Other containment estimation methods such as
CMash [@koslicki_improving_2019] and mash screen [@ondov_mash_2019],
can also implement gather.

Running a

search requires access to the original dataset (mash screen) for the
query, or a Bloom Filter derived from the original dataset (CMash),
and when the collection of reference sketches is updated the Bloom
Filter from CMash can be reused, but mash screen needs access to
the original dataset again.


(Maybe already covered above, or maybe should be moved to "gather can
be applied to all the data"?)
Since Scaled MinHash sketches allow using the sketch directly for
gather, which are a fraction of the original data in size and also
allow enumerating all the elements, an operation not possible with
Bloom Filters, they can be stored and reused for large collections of
sequencing datasets, including public databases like the Sequence Read
Archive [@leinonen_sequence_2011]. A service that calculate these
Scaled MinHash sketches and make them available can improve
discoverability of these large collections, as well as support future
use cases derived from other Scaled MinHash features.


Compared to previous taxonomic profiling methods, Scaled MinHash can
also be seen as a mix of two other approaches: It uses exact $k$-mer
matching and assignment, and the $k$-mers selected by the MinHashing
process are equivalent to implicitly-defined markers.

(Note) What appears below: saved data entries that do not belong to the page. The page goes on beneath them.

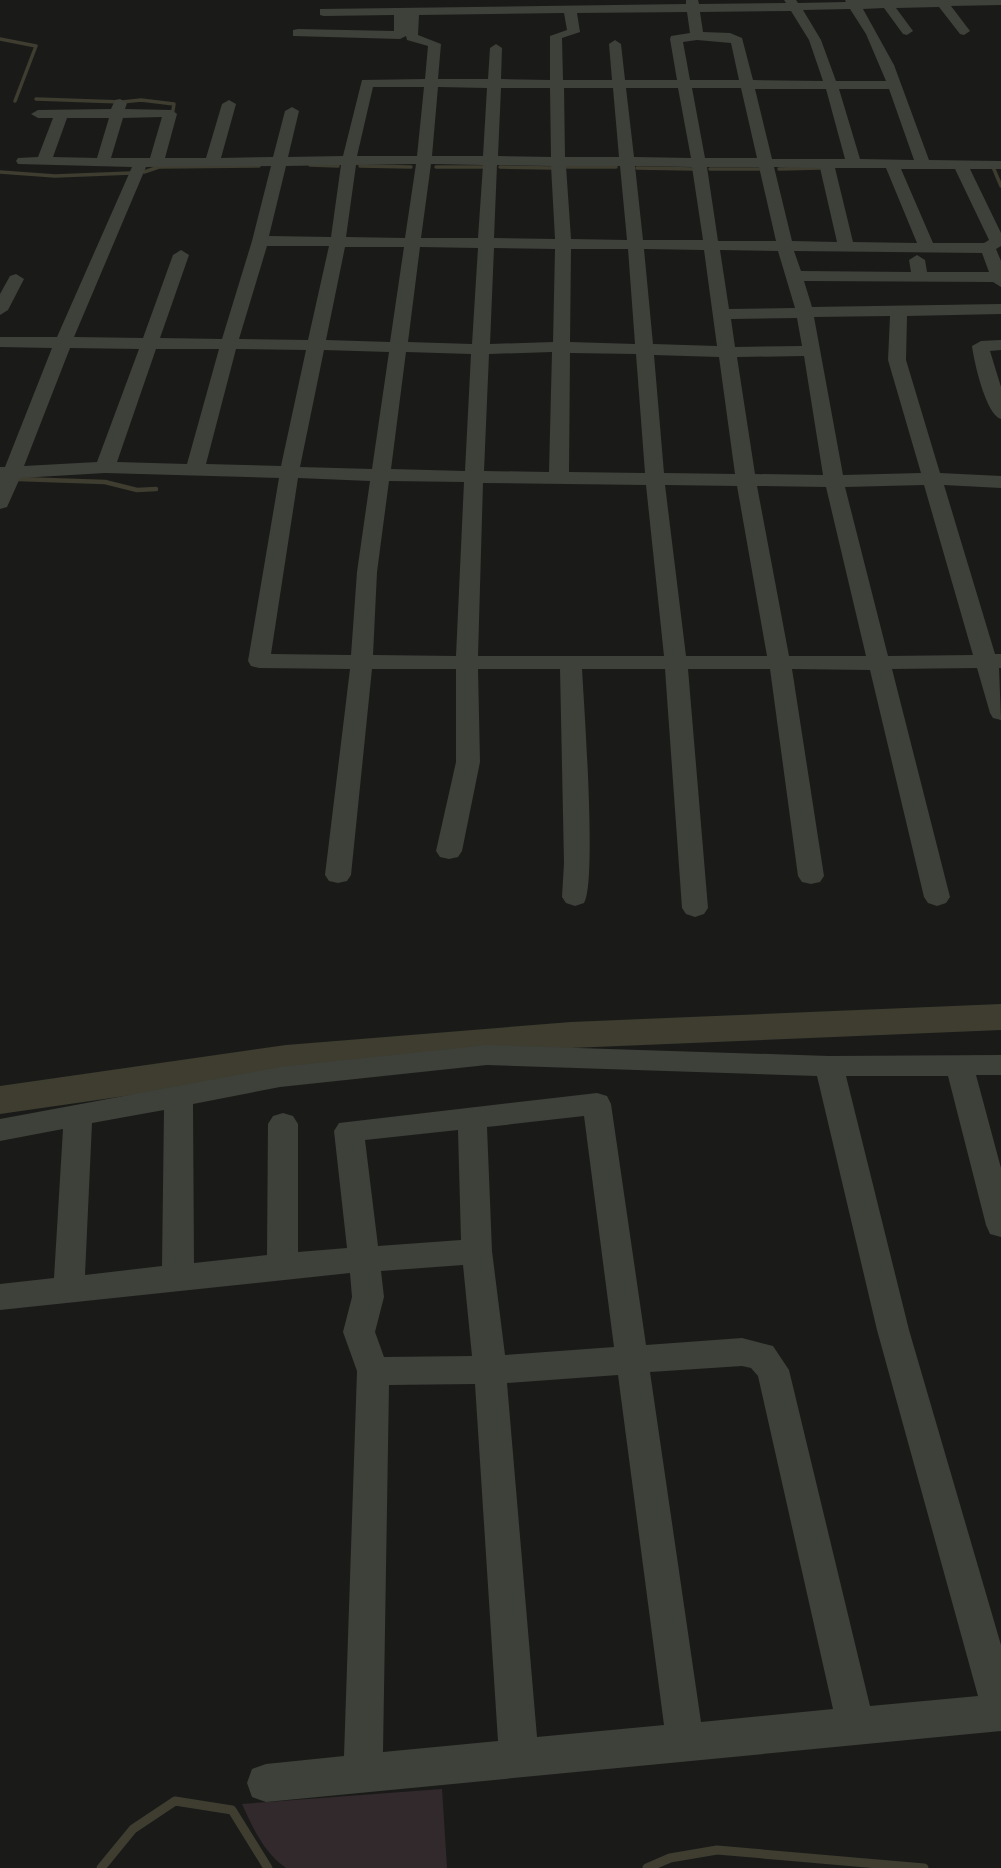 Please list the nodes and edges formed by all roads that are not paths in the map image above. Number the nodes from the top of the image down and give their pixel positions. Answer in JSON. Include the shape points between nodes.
{"nodes":[{"id":1,"x":1001,"y":1,"type":"edge"},
{"id":2,"x":941,"y":2,"type":"edge"},
{"id":3,"x":852,"y":3,"type":"edge"},
{"id":4,"x":693,"y":4,"type":"edge"},
{"id":5,"x":735,"y":4,"type":"edge"},
{"id":6,"x":793,"y":4,"type":"edge"},
{"id":7,"x":888,"y":5,"type":"junction"},
{"id":8,"x":570,"y":9,"type":"junction"},
{"id":9,"x":507,"y":10,"type":"edge"},
{"id":10,"x":462,"y":11,"type":"edge"},
{"id":11,"x":324,"y":12,"type":"dead end"},
{"id":12,"x":407,"y":12,"type":"junction"},
{"id":13,"x":907,"y":31,"type":"dead end"},
{"id":14,"x":964,"y":31,"type":"dead end"},
{"id":15,"x":298,"y":33,"type":"dead end"},
{"id":16,"x":698,"y":36,"type":"junction"},
{"id":17,"x":615,"y":44,"type":"dead end"},
{"id":18,"x":496,"y":48,"type":"dead end"},
{"id":19,"x":430,"y":82,"type":"junction"},
{"id":20,"x":495,"y":83,"type":"junction"},
{"id":21,"x":558,"y":84,"type":"junction"},
{"id":22,"x":619,"y":84,"type":"junction"},
{"id":23,"x":684,"y":85,"type":"junction"},
{"id":24,"x":749,"y":85,"type":"junction"},
{"id":25,"x":831,"y":85,"type":"junction"},
{"id":26,"x":894,"y":85,"type":"junction"},
{"id":27,"x":229,"y":104,"type":"dead end"},
{"id":28,"x":119,"y":108,"type":"junction"},
{"id":29,"x":292,"y":111,"type":"dead end"},
{"id":30,"x":38,"y":114,"type":"dead end"},
{"id":31,"x":62,"y":114,"type":"junction"},
{"id":32,"x":213,"y":160,"type":"junction"},
{"id":33,"x":349,"y":160,"type":"junction"},
{"id":34,"x":424,"y":160,"type":"junction"},
{"id":35,"x":23,"y":161,"type":"dead end"},
{"id":36,"x":44,"y":161,"type":"junction"},
{"id":37,"x":103,"y":161,"type":"junction"},
{"id":38,"x":279,"y":161,"type":"junction"},
{"id":39,"x":489,"y":161,"type":"junction"},
{"id":40,"x":558,"y":162,"type":"junction"},
{"id":41,"x":148,"y":163,"type":"junction"},
{"id":42,"x":628,"y":163,"type":"junction"},
{"id":43,"x":699,"y":163,"type":"junction"},
{"id":44,"x":766,"y":163,"type":"junction"},
{"id":45,"x":826,"y":163,"type":"junction"},
{"id":46,"x":854,"y":164,"type":"junction"},
{"id":47,"x":892,"y":164,"type":"junction"},
{"id":48,"x":923,"y":164,"type":"junction"},
{"id":49,"x":960,"y":164,"type":"junction"},
{"id":50,"x":1001,"y":165,"type":"edge"},
{"id":51,"x":260,"y":241,"type":"junction"},
{"id":52,"x":338,"y":241,"type":"junction"},
{"id":53,"x":410,"y":243,"type":"junction"},
{"id":54,"x":485,"y":244,"type":"junction"},
{"id":55,"x":563,"y":245,"type":"junction"},
{"id":56,"x":710,"y":245,"type":"junction"},
{"id":57,"x":636,"y":246,"type":"junction"},
{"id":58,"x":785,"y":246,"type":"junction"},
{"id":59,"x":846,"y":247,"type":"junction"},
{"id":60,"x":920,"y":248,"type":"junction"},
{"id":61,"x":988,"y":248,"type":"junction"},
{"id":62,"x":181,"y":255,"type":"dead end"},
{"id":63,"x":793,"y":276,"type":"junction"},
{"id":64,"x":920,"y":277,"type":"junction"},
{"id":65,"x":16,"y":279,"type":"dead end"},
{"id":66,"x":1000,"y":280,"type":"edge"},
{"id":67,"x":1001,"y":309,"type":"edge"},
{"id":68,"x":0,"y":310,"type":"edge"},
{"id":69,"x":900,"y":311,"type":"junction"},
{"id":70,"x":805,"y":313,"type":"junction"},
{"id":71,"x":722,"y":314,"type":"junction"},
{"id":72,"x":0,"y":342,"type":"edge"},
{"id":73,"x":63,"y":343,"type":"junction"},
{"id":74,"x":149,"y":343,"type":"junction"},
{"id":75,"x":229,"y":344,"type":"junction"},
{"id":76,"x":315,"y":345,"type":"junction"},
{"id":77,"x":1001,"y":345,"type":"edge"},
{"id":78,"x":397,"y":347,"type":"junction"},
{"id":79,"x":561,"y":347,"type":"junction"},
{"id":80,"x":480,"y":349,"type":"junction"},
{"id":81,"x":644,"y":350,"type":"junction"},
{"id":82,"x":810,"y":351,"type":"junction"},
{"id":83,"x":728,"y":352,"type":"junction"},
{"id":84,"x":1001,"y":413,"type":"edge"},
{"id":85,"x":105,"y":467,"type":"junction"},
{"id":86,"x":195,"y":468,"type":"junction"},
{"id":87,"x":6,"y":473,"type":"edge"},
{"id":88,"x":289,"y":473,"type":"junction"},
{"id":89,"x":378,"y":475,"type":"junction"},
{"id":90,"x":474,"y":476,"type":"junction"},
{"id":91,"x":559,"y":477,"type":"junction"},
{"id":92,"x":655,"y":479,"type":"junction"},
{"id":93,"x":933,"y":479,"type":"junction"},
{"id":94,"x":746,"y":480,"type":"junction"},
{"id":95,"x":834,"y":481,"type":"junction"},
{"id":96,"x":1001,"y":482,"type":"edge"},
{"id":97,"x":0,"y":503,"type":"edge"},
{"id":98,"x":994,"y":661,"type":"edge"},
{"id":99,"x":362,"y":662,"type":"junction"},
{"id":100,"x":676,"y":662,"type":"junction"},
{"id":101,"x":467,"y":663,"type":"junction"},
{"id":102,"x":571,"y":663,"type":"junction"},
{"id":103,"x":880,"y":663,"type":"junction"},
{"id":104,"x":780,"y":665,"type":"junction"},
{"id":105,"x":1001,"y":713,"type":"edge"},
{"id":106,"x":449,"y":851,"type":"dead end"},
{"id":107,"x":338,"y":874,"type":"dead end"},
{"id":108,"x":811,"y":876,"type":"dead end"},
{"id":109,"x":575,"y":897,"type":"dead end"},
{"id":110,"x":937,"y":897,"type":"dead end"},
{"id":111,"x":695,"y":908,"type":"dead end"},
{"id":112,"x":959,"y":1064,"type":"junction"},
{"id":113,"x":1001,"y":1065,"type":"edge"},
{"id":114,"x":829,"y":1066,"type":"junction"},
{"id":115,"x":179,"y":1095,"type":"junction"},
{"id":116,"x":78,"y":1116,"type":"junction"},
{"id":117,"x":472,"y":1118,"type":"junction"},
{"id":118,"x":283,"y":1124,"type":"dead end"},
{"id":119,"x":0,"y":1130,"type":"edge"},
{"id":120,"x":1001,"y":1224,"type":"edge"},
{"id":121,"x":477,"y":1251,"type":"junction"},
{"id":122,"x":362,"y":1260,"type":"junction"},
{"id":123,"x":282,"y":1266,"type":"junction"},
{"id":124,"x":178,"y":1279,"type":"junction"},
{"id":125,"x":69,"y":1289,"type":"junction"},
{"id":126,"x":0,"y":1297,"type":"edge"},
{"id":127,"x":633,"y":1359,"type":"junction"},
{"id":128,"x":490,"y":1370,"type":"junction"},
{"id":129,"x":373,"y":1371,"type":"junction"},
{"id":130,"x":1001,"y":1711,"type":"edge"},
{"id":131,"x":856,"y":1726,"type":"junction"},
{"id":132,"x":685,"y":1742,"type":"junction"},
{"id":133,"x":519,"y":1759,"type":"junction"},
{"id":134,"x":363,"y":1773,"type":"junction"},
{"id":135,"x":266,"y":1783,"type":"dead end"}],
"edges":[{"from":1,"to":2,"type":"street"},
{"from":2,"to":7,"type":"street"},
{"from":2,"to":14,"type":"street"},
{"from":3,"to":6,"type":"street"},
{"from":3,"to":7,"type":"street"},
{"from":3,"to":26,"type":"street","via":[[872,34]]},
{"from":4,"to":5,"type":"street"},
{"from":4,"to":8,"type":"street"},
{"from":4,"to":16,"type":"street"},
{"from":5,"to":6,"type":"street"},
{"from":6,"to":25,"type":"street","via":[[815,40]]},
{"from":7,"to":13,"type":"street"},
{"from":8,"to":9,"type":"street"},
{"from":8,"to":21,"type":"street","via":[[574,32],[556,36]]},
{"from":9,"to":10,"type":"street"},
{"from":10,"to":12,"type":"street"},
{"from":11,"to":12,"type":"street"},
{"from":12,"to":15,"type":"street","via":[[400,35]]},
{"from":12,"to":19,"type":"street","via":[[412,37],[435,44]]},
{"from":16,"to":23,"type":"street","via":[[676,39]]},
{"from":16,"to":24,"type":"street","via":[[737,41]]},
{"from":17,"to":22,"type":"street"},
{"from":18,"to":20,"type":"street"},
{"from":19,"to":20,"type":"street"},
{"from":19,"to":33,"type":"street","via":[[367,83]]},
{"from":19,"to":34,"type":"street"},
{"from":20,"to":21,"type":"street"},
{"from":20,"to":39,"type":"street"},
{"from":21,"to":22,"type":"street"},
{"from":21,"to":40,"type":"street"},
{"from":22,"to":23,"type":"street"},
{"from":22,"to":42,"type":"street"},
{"from":23,"to":24,"type":"street"},
{"from":23,"to":43,"type":"street"},
{"from":24,"to":25,"type":"street"},
{"from":24,"to":44,"type":"street"},
{"from":25,"to":26,"type":"street"},
{"from":25,"to":46,"type":"street"},
{"from":26,"to":48,"type":"street"},
{"from":27,"to":32,"type":"street"},
{"from":28,"to":31,"type":"street"},
{"from":28,"to":37,"type":"street"},
{"from":28,"to":41,"type":"street","via":[[170,114]]},
{"from":29,"to":38,"type":"street"},
{"from":30,"to":31,"type":"street"},
{"from":31,"to":36,"type":"street"},
{"from":32,"to":38,"type":"street"},
{"from":32,"to":41,"type":"street"},
{"from":33,"to":34,"type":"street"},
{"from":33,"to":38,"type":"street"},
{"from":33,"to":52,"type":"street"},
{"from":34,"to":39,"type":"street"},
{"from":34,"to":53,"type":"street"},
{"from":35,"to":36,"type":"street"},
{"from":36,"to":37,"type":"street"},
{"from":37,"to":41,"type":"street"},
{"from":38,"to":51,"type":"street"},
{"from":39,"to":40,"type":"street"},
{"from":39,"to":54,"type":"street"},
{"from":40,"to":42,"type":"street"},
{"from":40,"to":55,"type":"street"},
{"from":41,"to":73,"type":"street"},
{"from":42,"to":43,"type":"street"},
{"from":42,"to":57,"type":"street"},
{"from":43,"to":44,"type":"street"},
{"from":43,"to":56,"type":"street"},
{"from":44,"to":45,"type":"street"},
{"from":44,"to":58,"type":"street"},
{"from":45,"to":46,"type":"street"},
{"from":45,"to":59,"type":"street"},
{"from":46,"to":47,"type":"street"},
{"from":47,"to":48,"type":"street"},
{"from":47,"to":60,"type":"street"},
{"from":48,"to":49,"type":"street"},
{"from":49,"to":50,"type":"street"},
{"from":49,"to":61,"type":"street","via":[[997,241]]},
{"from":51,"to":52,"type":"street"},
{"from":51,"to":75,"type":"street"},
{"from":52,"to":53,"type":"street"},
{"from":52,"to":76,"type":"street"},
{"from":53,"to":54,"type":"street"},
{"from":53,"to":78,"type":"street"},
{"from":54,"to":55,"type":"street"},
{"from":54,"to":80,"type":"street"},
{"from":55,"to":57,"type":"street"},
{"from":55,"to":79,"type":"street"},
{"from":56,"to":57,"type":"street"},
{"from":56,"to":58,"type":"street"},
{"from":56,"to":71,"type":"street"},
{"from":57,"to":81,"type":"street"},
{"from":58,"to":59,"type":"street"},
{"from":58,"to":63,"type":"street"},
{"from":59,"to":60,"type":"street"},
{"from":60,"to":61,"type":"street"},
{"from":60,"to":64,"type":"street"},
{"from":61,"to":66,"type":"street"},
{"from":62,"to":74,"type":"street"},
{"from":63,"to":64,"type":"street"},
{"from":63,"to":70,"type":"street"},
{"from":64,"to":66,"type":"street"},
{"from":65,"to":68,"type":"street"},
{"from":67,"to":69,"type":"street"},
{"from":69,"to":70,"type":"street"},
{"from":69,"to":93,"type":"street","via":[[897,360]]},
{"from":70,"to":71,"type":"street"},
{"from":70,"to":82,"type":"street"},
{"from":71,"to":83,"type":"street"},
{"from":72,"to":73,"type":"street"},
{"from":73,"to":74,"type":"street"},
{"from":73,"to":87,"type":"street"},
{"from":74,"to":75,"type":"street"},
{"from":74,"to":85,"type":"street"},
{"from":75,"to":76,"type":"street"},
{"from":75,"to":86,"type":"street"},
{"from":76,"to":78,"type":"street"},
{"from":76,"to":88,"type":"street"},
{"from":77,"to":84,"type":"street","via":[[981,346]]},
{"from":78,"to":80,"type":"street"},
{"from":78,"to":89,"type":"street"},
{"from":79,"to":80,"type":"street"},
{"from":79,"to":81,"type":"street"},
{"from":79,"to":91,"type":"street"},
{"from":80,"to":90,"type":"street"},
{"from":81,"to":83,"type":"street"},
{"from":81,"to":92,"type":"street"},
{"from":82,"to":83,"type":"street"},
{"from":82,"to":95,"type":"street"},
{"from":83,"to":94,"type":"street"},
{"from":85,"to":86,"type":"street"},
{"from":85,"to":87,"type":"street"},
{"from":86,"to":88,"type":"street"},
{"from":87,"to":97,"type":"street"},
{"from":88,"to":89,"type":"street"},
{"from":88,"to":99,"type":"street","via":[[259,661]]},
{"from":89,"to":90,"type":"street"},
{"from":89,"to":99,"type":"street"},
{"from":90,"to":91,"type":"street"},
{"from":90,"to":101,"type":"street"},
{"from":91,"to":92,"type":"street"},
{"from":92,"to":94,"type":"street"},
{"from":92,"to":100,"type":"street"},
{"from":93,"to":95,"type":"street"},
{"from":93,"to":96,"type":"street"},
{"from":93,"to":98,"type":"street"},
{"from":94,"to":95,"type":"street"},
{"from":94,"to":104,"type":"street"},
{"from":95,"to":103,"type":"street"},
{"from":98,"to":103,"type":"street"},
{"from":98,"to":105,"type":"street"},
{"from":99,"to":101,"type":"street"},
{"from":99,"to":107,"type":"street"},
{"from":100,"to":102,"type":"street"},
{"from":100,"to":104,"type":"street"},
{"from":100,"to":111,"type":"street"},
{"from":101,"to":102,"type":"street"},
{"from":101,"to":106,"type":"street","via":[[468,762]]},
{"from":102,"to":109,"type":"street"},
{"from":103,"to":104,"type":"street"},
{"from":103,"to":110,"type":"street"},
{"from":104,"to":108,"type":"street"},
{"from":112,"to":113,"type":"street"},
{"from":112,"to":114,"type":"street"},
{"from":112,"to":120,"type":"street"},
{"from":114,"to":115,"type":"street","via":[[487,1055],[280,1077]]},
{"from":114,"to":130,"type":"street","via":[[893,1330]]},
{"from":115,"to":116,"type":"street"},
{"from":115,"to":124,"type":"street"},
{"from":116,"to":119,"type":"street"},
{"from":116,"to":125,"type":"street"},
{"from":117,"to":121,"type":"street"},
{"from":117,"to":122,"type":"street","via":[[349,1131]]},
{"from":117,"to":127,"type":"street","via":[[597,1104]]},
{"from":118,"to":123,"type":"street"},
{"from":121,"to":122,"type":"street"},
{"from":121,"to":128,"type":"street"},
{"from":122,"to":123,"type":"street"},
{"from":122,"to":129,"type":"street","via":[[368,1297],[359,1332]]},
{"from":123,"to":124,"type":"street"},
{"from":124,"to":125,"type":"street"},
{"from":125,"to":126,"type":"street"},
{"from":127,"to":128,"type":"street"},
{"from":127,"to":131,"type":"street","via":[[742,1352],[761,1356],[774,1370]]},
{"from":127,"to":132,"type":"street"},
{"from":128,"to":129,"type":"street"},
{"from":128,"to":133,"type":"street"},
{"from":129,"to":134,"type":"street"},
{"from":130,"to":131,"type":"street"},
{"from":131,"to":132,"type":"street"},
{"from":132,"to":133,"type":"street"},
{"from":133,"to":134,"type":"street"},
{"from":134,"to":135,"type":"street"}]}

It differs from
previous approaches because only a subset of the $k$-mer composition
is used for matching, and traditional gene markers are explicitly
chosen due to sequence conservation and low mutation rates, while
MinHashing $k$-mers generates a randomized, but consistent across
datasets, set of marker $k$-mers.

Despite improvements to standardization and

reproducibility of previous analysis, benchmarking taxonomic profiling
tools is still challenging, since tools can generate their reference
databases from multiple sources and choosing only one source can bias
or make it impossible to evaluate them properly. This is especially
true for real metagenomic datasets derived from samples collected from
soil and marine environments, where the number of unknown organisms is
frequently larger than those contained in reference databases. With
the advent of metagenome-assembled genomes (MAGs) there are more
resources available for usage as reference datasets, even if they are
usually incomplete or draft quality. sourmash is well positioned to
include these new references to taxonomic profiling given the minimal
requirements (a Scaled MinHash sketch of the original dataset) and
support for indexing hundreds of thousands of datasets.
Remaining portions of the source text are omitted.